#### Records supplied:
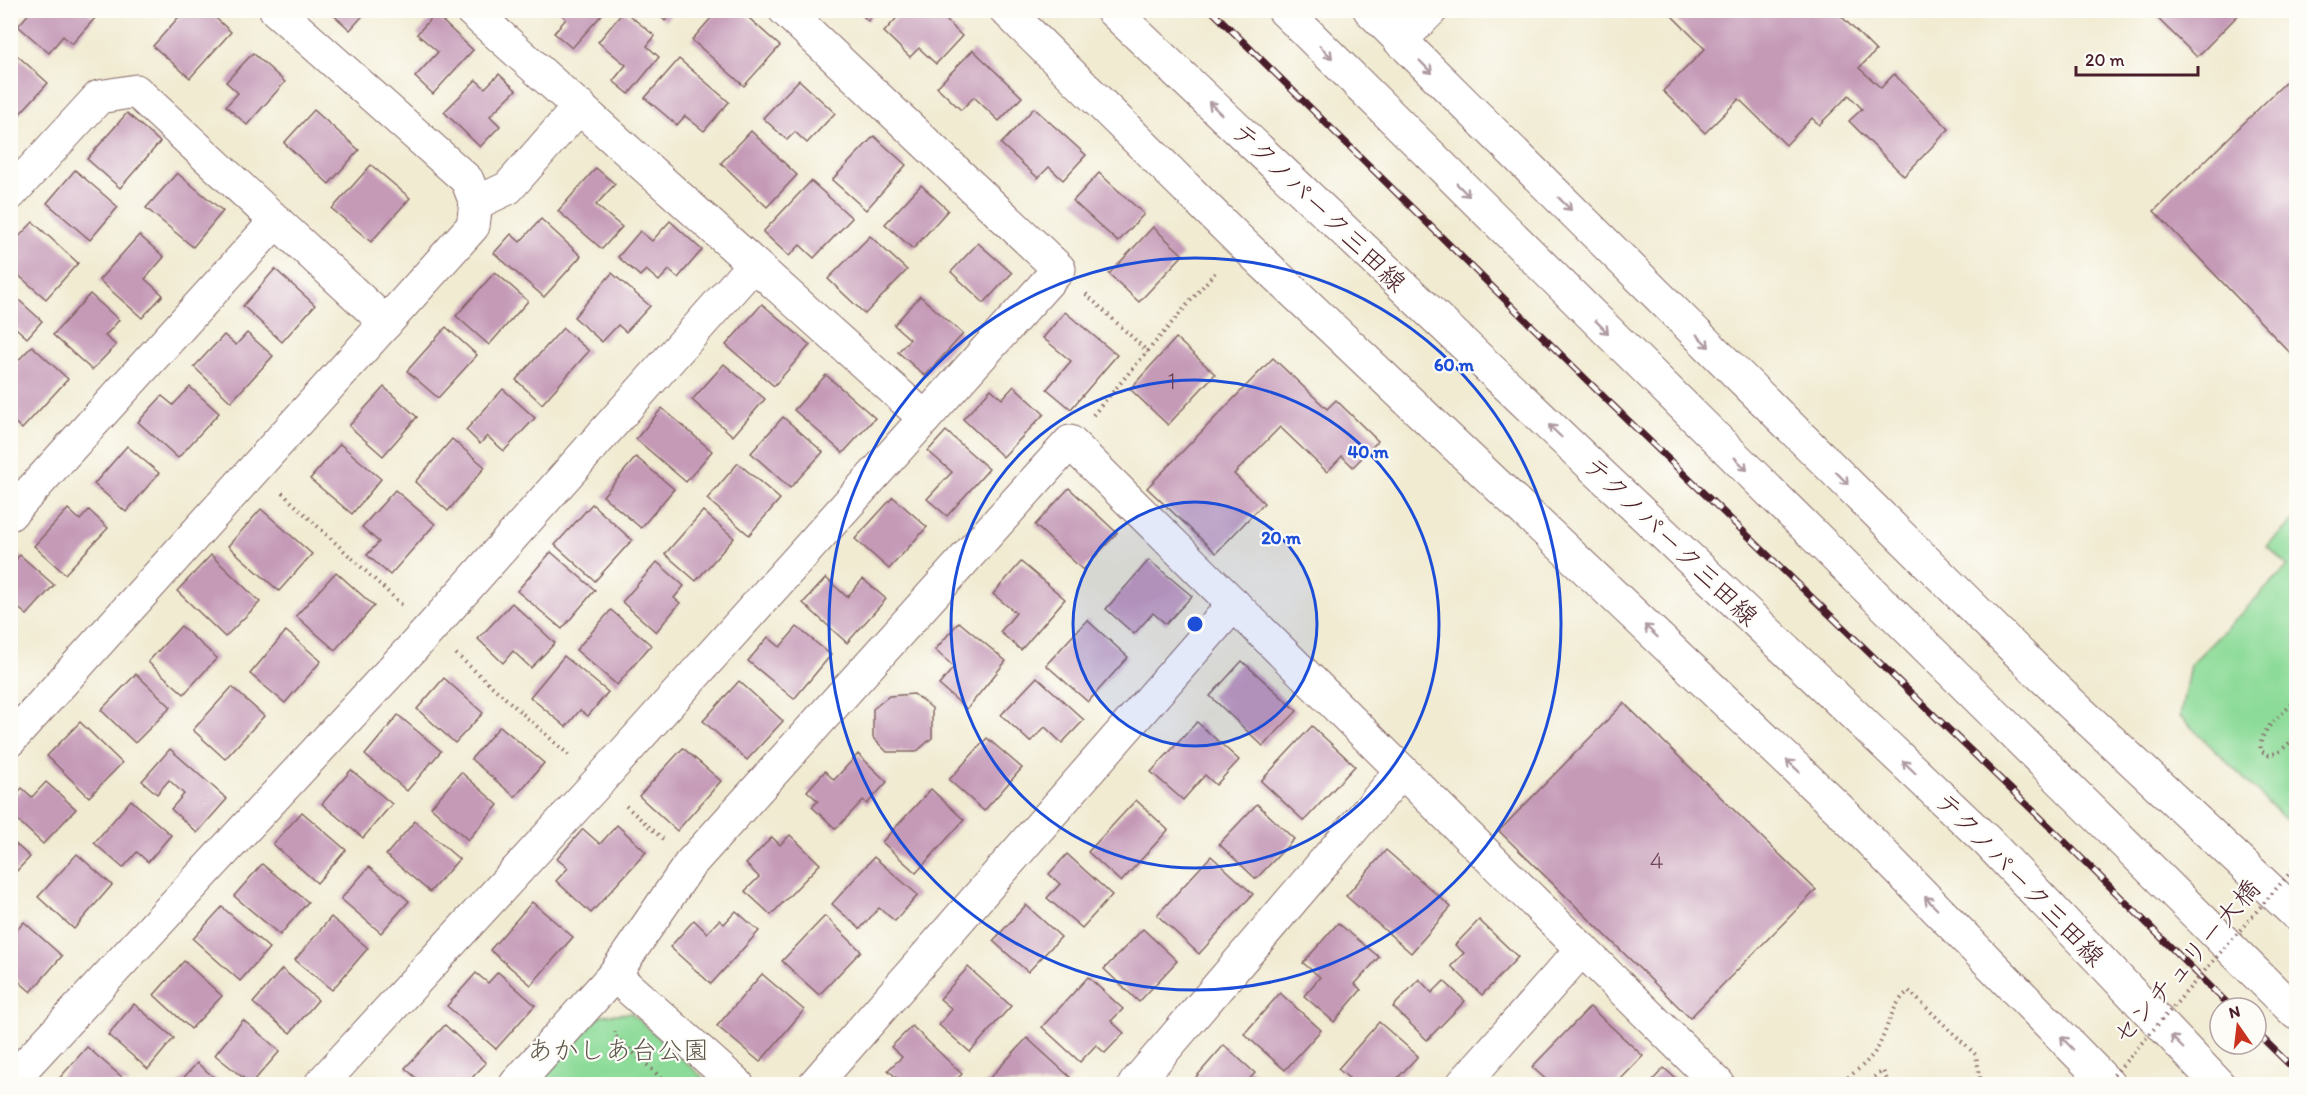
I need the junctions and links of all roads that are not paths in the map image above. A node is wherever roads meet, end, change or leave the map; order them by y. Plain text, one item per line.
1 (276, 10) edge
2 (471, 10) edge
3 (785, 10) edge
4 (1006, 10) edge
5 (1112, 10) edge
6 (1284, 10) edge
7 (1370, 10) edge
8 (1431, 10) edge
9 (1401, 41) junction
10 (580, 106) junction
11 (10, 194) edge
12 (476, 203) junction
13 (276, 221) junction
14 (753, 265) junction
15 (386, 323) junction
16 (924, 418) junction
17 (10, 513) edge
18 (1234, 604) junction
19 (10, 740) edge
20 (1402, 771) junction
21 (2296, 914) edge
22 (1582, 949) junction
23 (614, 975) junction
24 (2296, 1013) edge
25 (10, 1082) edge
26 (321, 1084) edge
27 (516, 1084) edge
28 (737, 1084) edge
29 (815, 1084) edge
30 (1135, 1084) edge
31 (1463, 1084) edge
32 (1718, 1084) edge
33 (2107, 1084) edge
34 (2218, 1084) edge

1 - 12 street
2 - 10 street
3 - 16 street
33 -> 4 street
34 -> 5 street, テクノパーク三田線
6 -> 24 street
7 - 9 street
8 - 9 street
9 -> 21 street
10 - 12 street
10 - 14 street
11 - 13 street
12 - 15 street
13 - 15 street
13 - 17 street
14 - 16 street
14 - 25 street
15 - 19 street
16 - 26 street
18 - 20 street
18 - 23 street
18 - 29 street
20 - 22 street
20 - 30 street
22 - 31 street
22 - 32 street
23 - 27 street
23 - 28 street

#### Your assignment:
In your copy, every entry above must match word for word, and no picture may appear.

#### Solution to this problem:
I need the junctions and links of all roads that are not paths in the map image above. A node is wherever roads meet, end, change or leave the map; order them by y. Plain text, one item per line.
1 (276, 10) edge
2 (471, 10) edge
3 (785, 10) edge
4 (1006, 10) edge
5 (1112, 10) edge
6 (1284, 10) edge
7 (1370, 10) edge
8 (1431, 10) edge
9 (1401, 41) junction
10 (580, 106) junction
11 (10, 194) edge
12 (476, 203) junction
13 (276, 221) junction
14 (753, 265) junction
15 (386, 323) junction
16 (924, 418) junction
17 (10, 513) edge
18 (1234, 604) junction
19 (10, 740) edge
20 (1402, 771) junction
21 (2296, 914) edge
22 (1582, 949) junction
23 (614, 975) junction
24 (2296, 1013) edge
25 (10, 1082) edge
26 (321, 1084) edge
27 (516, 1084) edge
28 (737, 1084) edge
29 (815, 1084) edge
30 (1135, 1084) edge
31 (1463, 1084) edge
32 (1718, 1084) edge
33 (2107, 1084) edge
34 (2218, 1084) edge

1 - 12 street
2 - 10 street
3 - 16 street
33 -> 4 street
34 -> 5 street, テクノパーク三田線
6 -> 24 street
7 - 9 street
8 - 9 street
9 -> 21 street
10 - 12 street
10 - 14 street
11 - 13 street
12 - 15 street
13 - 15 street
13 - 17 street
14 - 16 street
14 - 25 street
15 - 19 street
16 - 26 street
18 - 20 street
18 - 23 street
18 - 29 street
20 - 22 street
20 - 30 street
22 - 31 street
22 - 32 street
23 - 27 street
23 - 28 street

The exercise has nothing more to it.